TRY IT: Using the entries below, return word for word the lines from the one containing "Extract the road" up to and including the last.

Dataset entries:
== Segment start ==

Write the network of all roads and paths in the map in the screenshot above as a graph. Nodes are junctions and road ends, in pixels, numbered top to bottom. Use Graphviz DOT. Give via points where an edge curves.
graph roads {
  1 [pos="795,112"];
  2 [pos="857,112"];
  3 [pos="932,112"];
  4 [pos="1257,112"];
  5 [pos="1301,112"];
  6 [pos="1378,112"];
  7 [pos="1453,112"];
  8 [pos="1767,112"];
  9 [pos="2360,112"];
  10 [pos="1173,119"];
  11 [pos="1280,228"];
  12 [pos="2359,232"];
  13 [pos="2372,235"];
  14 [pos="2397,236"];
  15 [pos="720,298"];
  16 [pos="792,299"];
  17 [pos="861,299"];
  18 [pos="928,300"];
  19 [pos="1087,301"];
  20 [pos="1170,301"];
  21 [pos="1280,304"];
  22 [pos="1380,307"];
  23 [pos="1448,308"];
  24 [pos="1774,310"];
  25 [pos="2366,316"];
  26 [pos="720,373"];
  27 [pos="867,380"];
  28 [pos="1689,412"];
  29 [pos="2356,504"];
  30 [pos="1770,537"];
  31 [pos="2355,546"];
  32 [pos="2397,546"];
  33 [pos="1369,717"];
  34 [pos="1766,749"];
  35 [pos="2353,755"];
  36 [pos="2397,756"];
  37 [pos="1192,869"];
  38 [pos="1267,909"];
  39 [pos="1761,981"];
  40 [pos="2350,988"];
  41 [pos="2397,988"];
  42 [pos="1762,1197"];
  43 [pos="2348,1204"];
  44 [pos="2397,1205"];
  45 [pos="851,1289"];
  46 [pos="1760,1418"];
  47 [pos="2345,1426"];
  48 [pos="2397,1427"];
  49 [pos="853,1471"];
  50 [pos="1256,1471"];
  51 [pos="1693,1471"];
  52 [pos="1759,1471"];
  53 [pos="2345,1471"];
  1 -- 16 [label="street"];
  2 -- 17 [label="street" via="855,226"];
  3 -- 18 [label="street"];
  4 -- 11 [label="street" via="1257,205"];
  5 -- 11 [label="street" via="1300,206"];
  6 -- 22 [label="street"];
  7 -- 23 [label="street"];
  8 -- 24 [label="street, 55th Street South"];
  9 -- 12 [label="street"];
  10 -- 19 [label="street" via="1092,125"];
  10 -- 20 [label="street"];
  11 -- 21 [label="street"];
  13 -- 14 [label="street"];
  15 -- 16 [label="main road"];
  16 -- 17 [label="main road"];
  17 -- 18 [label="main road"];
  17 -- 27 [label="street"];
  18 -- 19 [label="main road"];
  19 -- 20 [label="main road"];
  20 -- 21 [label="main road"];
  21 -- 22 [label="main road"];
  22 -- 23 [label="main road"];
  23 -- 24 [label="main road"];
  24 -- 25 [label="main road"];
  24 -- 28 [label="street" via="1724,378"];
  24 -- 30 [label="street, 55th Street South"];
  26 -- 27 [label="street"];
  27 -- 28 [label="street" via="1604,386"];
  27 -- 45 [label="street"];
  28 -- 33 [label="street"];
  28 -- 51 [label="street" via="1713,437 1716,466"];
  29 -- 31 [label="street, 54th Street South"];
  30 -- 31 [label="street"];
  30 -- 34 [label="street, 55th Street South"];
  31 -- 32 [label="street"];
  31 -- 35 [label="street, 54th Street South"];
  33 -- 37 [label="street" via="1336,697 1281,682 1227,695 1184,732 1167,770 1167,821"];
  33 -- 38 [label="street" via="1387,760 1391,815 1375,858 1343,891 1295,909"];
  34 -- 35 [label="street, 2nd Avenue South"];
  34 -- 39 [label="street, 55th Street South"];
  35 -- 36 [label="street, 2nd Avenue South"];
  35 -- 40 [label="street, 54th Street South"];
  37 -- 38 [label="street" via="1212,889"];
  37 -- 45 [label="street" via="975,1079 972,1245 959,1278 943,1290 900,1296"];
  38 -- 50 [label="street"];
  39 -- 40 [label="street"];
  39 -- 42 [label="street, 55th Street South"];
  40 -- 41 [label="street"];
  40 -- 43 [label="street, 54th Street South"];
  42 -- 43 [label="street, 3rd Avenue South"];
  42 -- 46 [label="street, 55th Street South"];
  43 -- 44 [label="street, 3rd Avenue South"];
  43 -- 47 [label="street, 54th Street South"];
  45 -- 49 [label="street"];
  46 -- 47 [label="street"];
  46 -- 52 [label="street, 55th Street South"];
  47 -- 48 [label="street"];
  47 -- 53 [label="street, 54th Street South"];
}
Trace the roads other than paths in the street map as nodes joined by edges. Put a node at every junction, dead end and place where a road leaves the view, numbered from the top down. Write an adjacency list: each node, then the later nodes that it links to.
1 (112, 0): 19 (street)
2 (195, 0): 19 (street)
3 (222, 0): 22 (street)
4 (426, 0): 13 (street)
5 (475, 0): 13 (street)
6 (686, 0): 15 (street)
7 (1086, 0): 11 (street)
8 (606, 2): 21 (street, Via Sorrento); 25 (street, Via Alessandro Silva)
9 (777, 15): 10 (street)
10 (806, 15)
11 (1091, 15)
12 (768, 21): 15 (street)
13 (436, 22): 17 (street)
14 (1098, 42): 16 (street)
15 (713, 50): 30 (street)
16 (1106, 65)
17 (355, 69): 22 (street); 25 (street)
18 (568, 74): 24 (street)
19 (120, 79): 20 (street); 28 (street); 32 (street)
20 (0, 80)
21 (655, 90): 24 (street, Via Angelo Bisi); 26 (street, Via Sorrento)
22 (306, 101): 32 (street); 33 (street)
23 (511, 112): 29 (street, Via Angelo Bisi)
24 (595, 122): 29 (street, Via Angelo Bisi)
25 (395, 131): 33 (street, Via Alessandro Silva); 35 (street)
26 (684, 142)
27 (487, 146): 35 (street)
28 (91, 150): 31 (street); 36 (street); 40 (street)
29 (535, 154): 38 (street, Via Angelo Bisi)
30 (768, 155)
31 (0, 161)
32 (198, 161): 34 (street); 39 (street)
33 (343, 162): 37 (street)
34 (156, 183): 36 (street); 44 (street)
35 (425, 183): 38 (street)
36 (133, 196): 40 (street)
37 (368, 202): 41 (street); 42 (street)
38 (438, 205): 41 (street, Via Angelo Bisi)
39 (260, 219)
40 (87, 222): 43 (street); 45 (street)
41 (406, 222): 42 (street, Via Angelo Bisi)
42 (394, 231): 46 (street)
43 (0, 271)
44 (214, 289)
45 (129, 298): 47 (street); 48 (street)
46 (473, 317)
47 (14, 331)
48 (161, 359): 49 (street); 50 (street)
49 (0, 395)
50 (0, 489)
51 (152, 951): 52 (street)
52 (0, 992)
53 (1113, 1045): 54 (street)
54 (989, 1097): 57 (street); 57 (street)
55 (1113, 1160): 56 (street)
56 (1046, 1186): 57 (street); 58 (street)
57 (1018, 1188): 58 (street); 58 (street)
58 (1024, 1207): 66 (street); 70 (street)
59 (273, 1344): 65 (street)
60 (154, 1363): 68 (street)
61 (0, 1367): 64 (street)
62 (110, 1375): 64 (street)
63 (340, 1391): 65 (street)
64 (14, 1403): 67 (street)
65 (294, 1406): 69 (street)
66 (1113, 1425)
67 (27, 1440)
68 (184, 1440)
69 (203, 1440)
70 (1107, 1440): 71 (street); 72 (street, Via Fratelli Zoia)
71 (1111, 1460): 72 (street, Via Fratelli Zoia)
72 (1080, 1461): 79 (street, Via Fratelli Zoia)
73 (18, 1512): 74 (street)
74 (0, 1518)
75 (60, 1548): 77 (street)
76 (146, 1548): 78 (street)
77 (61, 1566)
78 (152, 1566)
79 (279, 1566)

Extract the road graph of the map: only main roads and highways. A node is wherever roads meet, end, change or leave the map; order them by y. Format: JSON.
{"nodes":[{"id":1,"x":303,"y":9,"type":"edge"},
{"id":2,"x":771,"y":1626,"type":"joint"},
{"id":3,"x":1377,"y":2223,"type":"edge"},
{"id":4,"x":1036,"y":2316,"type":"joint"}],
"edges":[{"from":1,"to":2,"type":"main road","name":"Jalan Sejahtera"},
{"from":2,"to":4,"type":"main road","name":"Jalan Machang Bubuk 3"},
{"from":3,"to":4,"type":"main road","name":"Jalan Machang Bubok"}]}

== Segment end ==

OUTPUT:
Extract the road graph of the map: only main roads and highways. A node is wherever roads meet, end, change or leave the map; order them by y. Format: JSON.
{"nodes":[{"id":1,"x":303,"y":9,"type":"edge"},
{"id":2,"x":771,"y":1626,"type":"joint"},
{"id":3,"x":1377,"y":2223,"type":"edge"},
{"id":4,"x":1036,"y":2316,"type":"joint"}],
"edges":[{"from":1,"to":2,"type":"main road","name":"Jalan Sejahtera"},
{"from":2,"to":4,"type":"main road","name":"Jalan Machang Bubuk 3"},
{"from":3,"to":4,"type":"main road","name":"Jalan Machang Bubok"}]}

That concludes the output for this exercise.